Work task> Please give the records below again in full, exactly, with the images left out.

Exercise data>
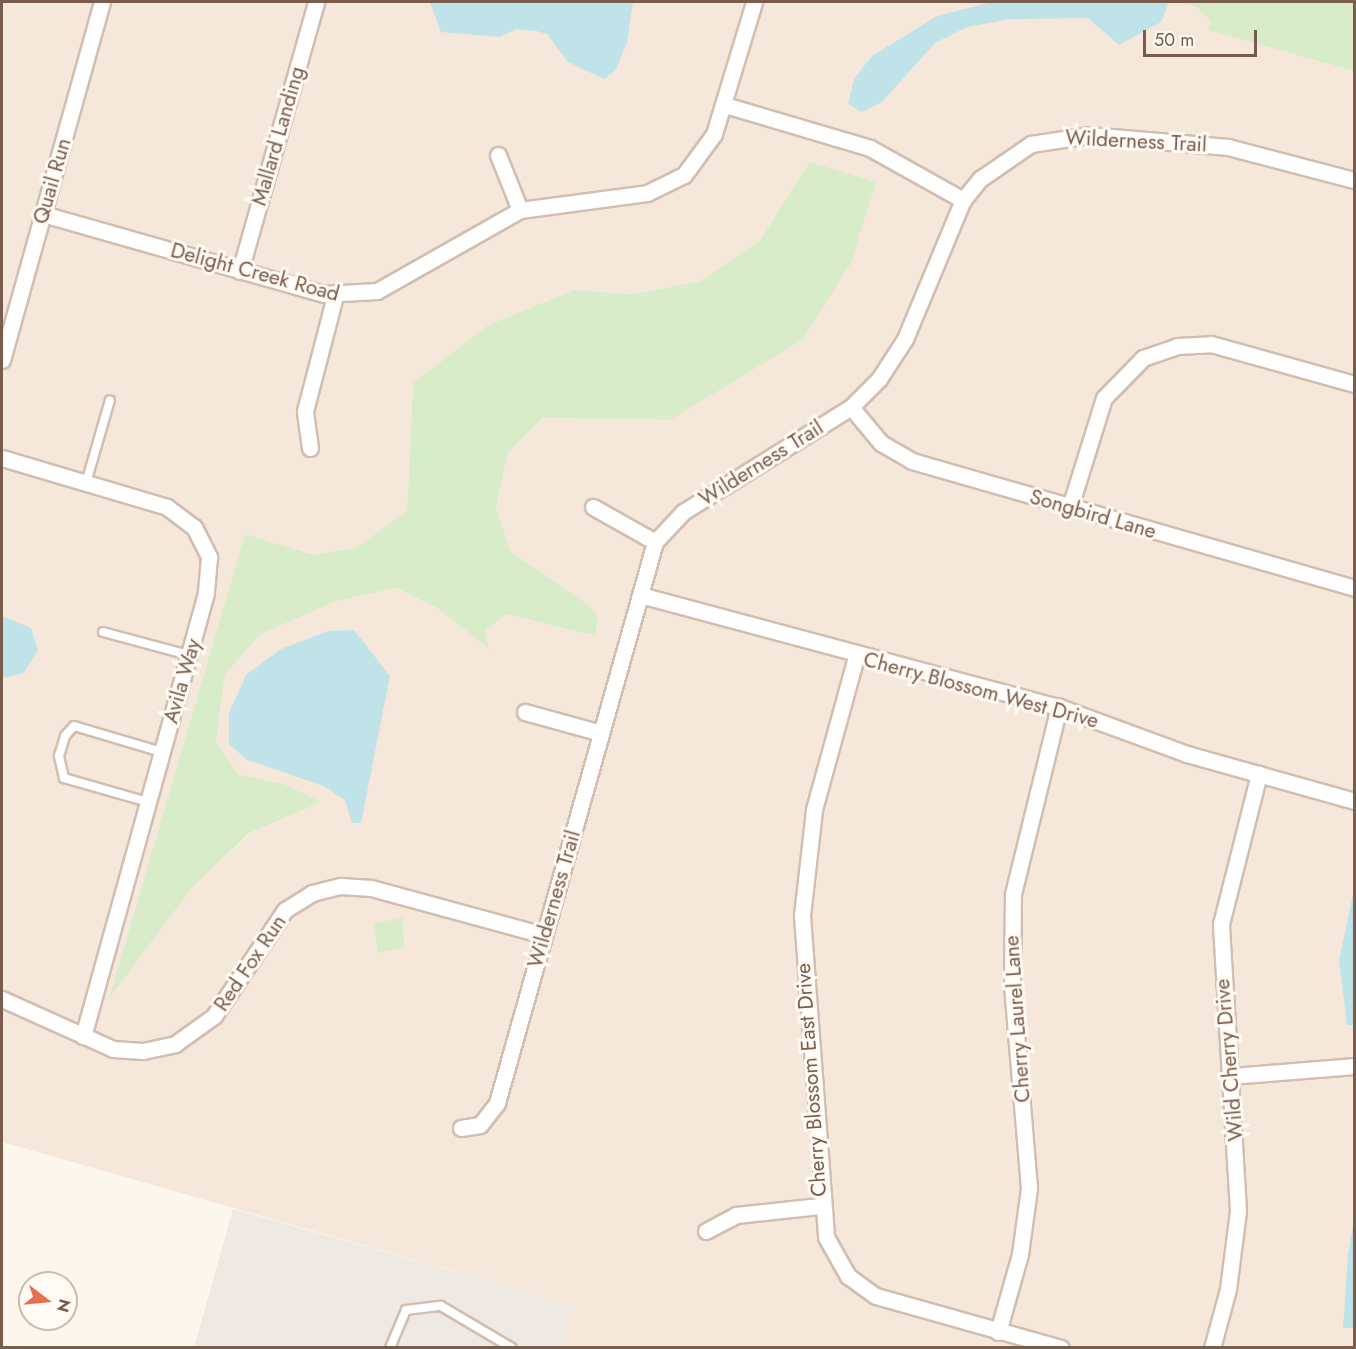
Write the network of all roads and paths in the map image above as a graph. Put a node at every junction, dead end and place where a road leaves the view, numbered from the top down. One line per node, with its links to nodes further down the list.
1 (102, 2): 9 (street, Quail Run)
2 (316, 2): 10 (street, Mallard Landing)
3 (754, 2): 4 (street, Delight Creek Road)
4 (725, 105): 7 (street); 8 (street, Delight Creek Road)
5 (498, 155): 8 (street)
6 (1354, 180): 7 (street, Wilderness Trail)
7 (963, 200): 15 (street, Wilderness Trail)
8 (520, 210): 11 (street, Delight Creek Road)
9 (43, 214): 10 (street, Delight Creek Road); 12 (street, Quail Run)
10 (240, 271): 11 (street, Delight Creek Road)
11 (335, 296): 16 (street)
12 (2, 360)
13 (1354, 384): 20 (street)
14 (110, 400): 18 (lane)
15 (851, 407): 20 (street, Songbird Lane); 21 (street, Wilderness Trail)
16 (310, 448)
17 (2, 458): 18 (street, Avila Way)
18 (86, 483): 25 (street, Avila Way)
19 (593, 507): 21 (street)
20 (1070, 507): 22 (street, Songbird Lane)
21 (655, 542): 23 (street, Wilderness Trail)
22 (1354, 588)
23 (640, 595): 26 (street, Cherry Blossom West Drive); 29 (street, Wilderness Trail)
24 (103, 632): 25 (lane)
25 (189, 655): 30 (street, Avila Way)
26 (856, 657): 27 (street, Cherry Blossom West Drive); 40 (street, Cherry Blossom East Drive)
27 (1059, 707): 31 (street, Cherry Blossom West Drive); 42 (street, Cherry Laurel Lane)
28 (525, 712): 29 (street)
29 (601, 733): 34 (street, Wilderness Trail)
30 (162, 752): 33 (street, Avila Way); 33 (lane)
31 (1259, 774): 32 (street, Cherry Blossom West Drive); 38 (street, Wild Cherry Drive)
32 (1354, 801)
33 (148, 802): 36 (street, Avila Way)
34 (544, 935): 36 (street, Red Fox Run); 39 (street, Wilderness Trail)
35 (2, 999): 36 (street, Red Fox Run)
36 (83, 1036)
37 (1354, 1066): 38 (street)
38 (1230, 1076): 46 (street, Wild Cherry Drive)
39 (461, 1128)
40 (820, 1206): 41 (street); 42 (street, Cherry Blossom East Drive)
41 (706, 1231)
42 (998, 1332): 45 (street, Cherry Blossom East Drive)
43 (390, 1347): 44 (lane)
44 (512, 1347)
45 (1061, 1347)
46 (1212, 1347)

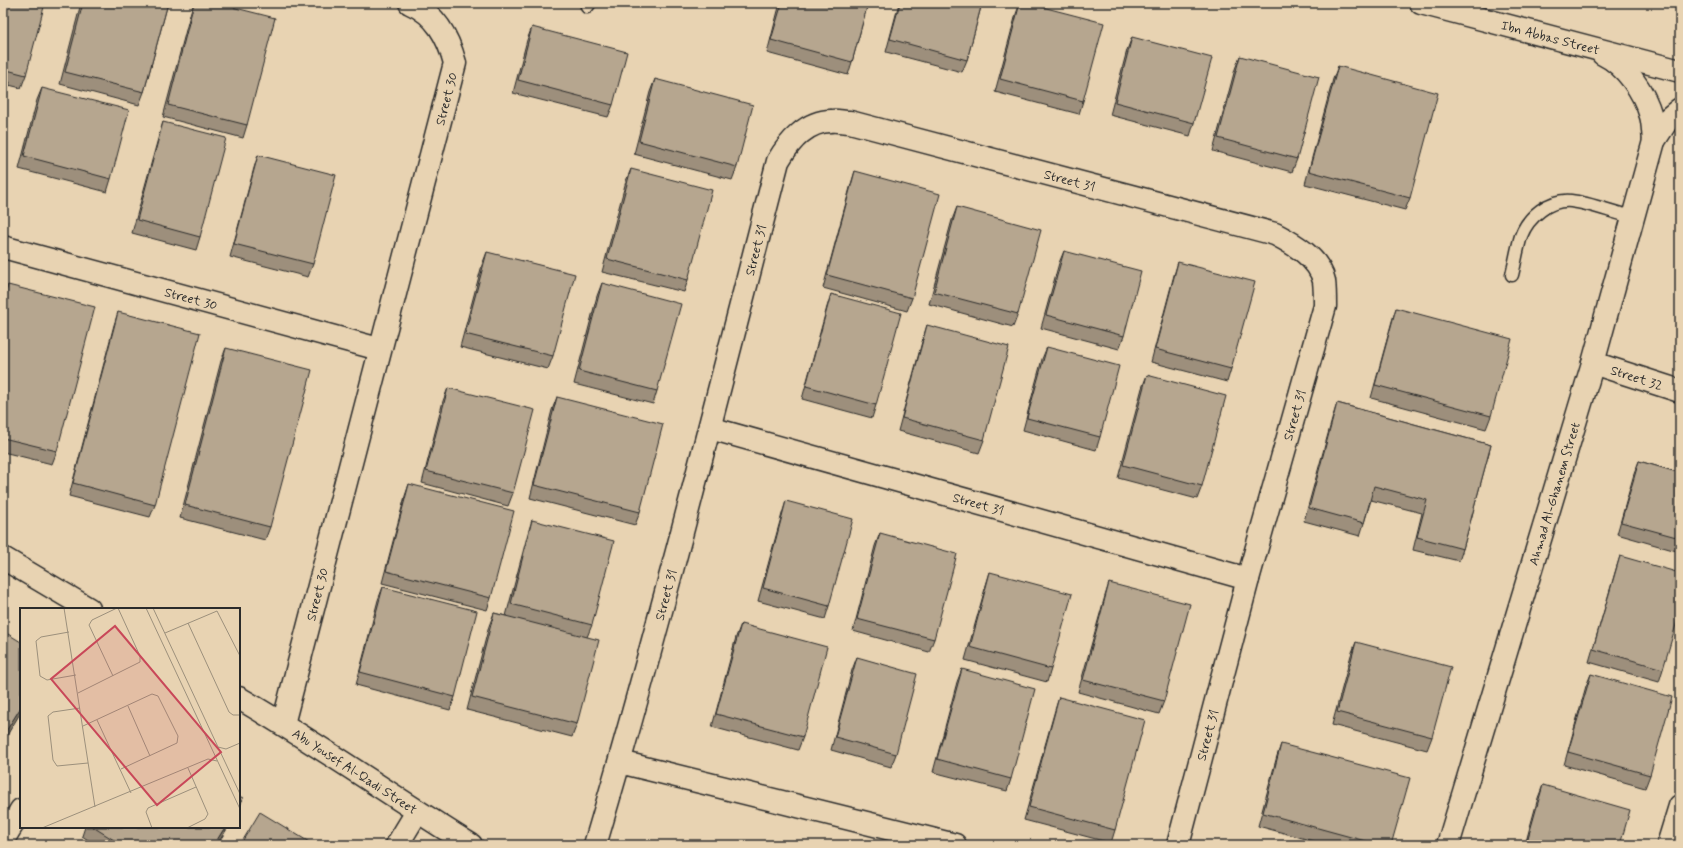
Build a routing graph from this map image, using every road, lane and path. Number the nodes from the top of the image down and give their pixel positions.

Your response>
Write the network of all roads and paths in the map image above as a graph. Put a node at every junction, dead end and place where a road leaves the view, numbered from the top down. One line per node, with its links to nodes further down the list.
1 (102, 2): 9 (street, Quail Run)
2 (316, 2): 10 (street, Mallard Landing)
3 (754, 2): 4 (street, Delight Creek Road)
4 (725, 105): 7 (street); 8 (street, Delight Creek Road)
5 (498, 155): 8 (street)
6 (1354, 180): 7 (street, Wilderness Trail)
7 (963, 200): 15 (street, Wilderness Trail)
8 (520, 210): 11 (street, Delight Creek Road)
9 (43, 214): 10 (street, Delight Creek Road); 12 (street, Quail Run)
10 (240, 271): 11 (street, Delight Creek Road)
11 (335, 296): 16 (street)
12 (2, 360)
13 (1354, 384): 20 (street)
14 (110, 400): 18 (lane)
15 (851, 407): 20 (street, Songbird Lane); 21 (street, Wilderness Trail)
16 (310, 448)
17 (2, 458): 18 (street, Avila Way)
18 (86, 483): 25 (street, Avila Way)
19 (593, 507): 21 (street)
20 (1070, 507): 22 (street, Songbird Lane)
21 (655, 542): 23 (street, Wilderness Trail)
22 (1354, 588)
23 (640, 595): 26 (street, Cherry Blossom West Drive); 29 (street, Wilderness Trail)
24 (103, 632): 25 (lane)
25 (189, 655): 30 (street, Avila Way)
26 (856, 657): 27 (street, Cherry Blossom West Drive); 40 (street, Cherry Blossom East Drive)
27 (1059, 707): 31 (street, Cherry Blossom West Drive); 42 (street, Cherry Laurel Lane)
28 (525, 712): 29 (street)
29 (601, 733): 34 (street, Wilderness Trail)
30 (162, 752): 33 (street, Avila Way); 33 (lane)
31 (1259, 774): 32 (street, Cherry Blossom West Drive); 38 (street, Wild Cherry Drive)
32 (1354, 801)
33 (148, 802): 36 (street, Avila Way)
34 (544, 935): 36 (street, Red Fox Run); 39 (street, Wilderness Trail)
35 (2, 999): 36 (street, Red Fox Run)
36 (83, 1036)
37 (1354, 1066): 38 (street)
38 (1230, 1076): 46 (street, Wild Cherry Drive)
39 (461, 1128)
40 (820, 1206): 41 (street); 42 (street, Cherry Blossom East Drive)
41 (706, 1231)
42 (998, 1332): 45 (street, Cherry Blossom East Drive)
43 (390, 1347): 44 (lane)
44 (512, 1347)
45 (1061, 1347)
46 (1212, 1347)

Build a routing graph from this map image, using every road, lane and path. Number the nodes from the top of the image down and give their pixel positions.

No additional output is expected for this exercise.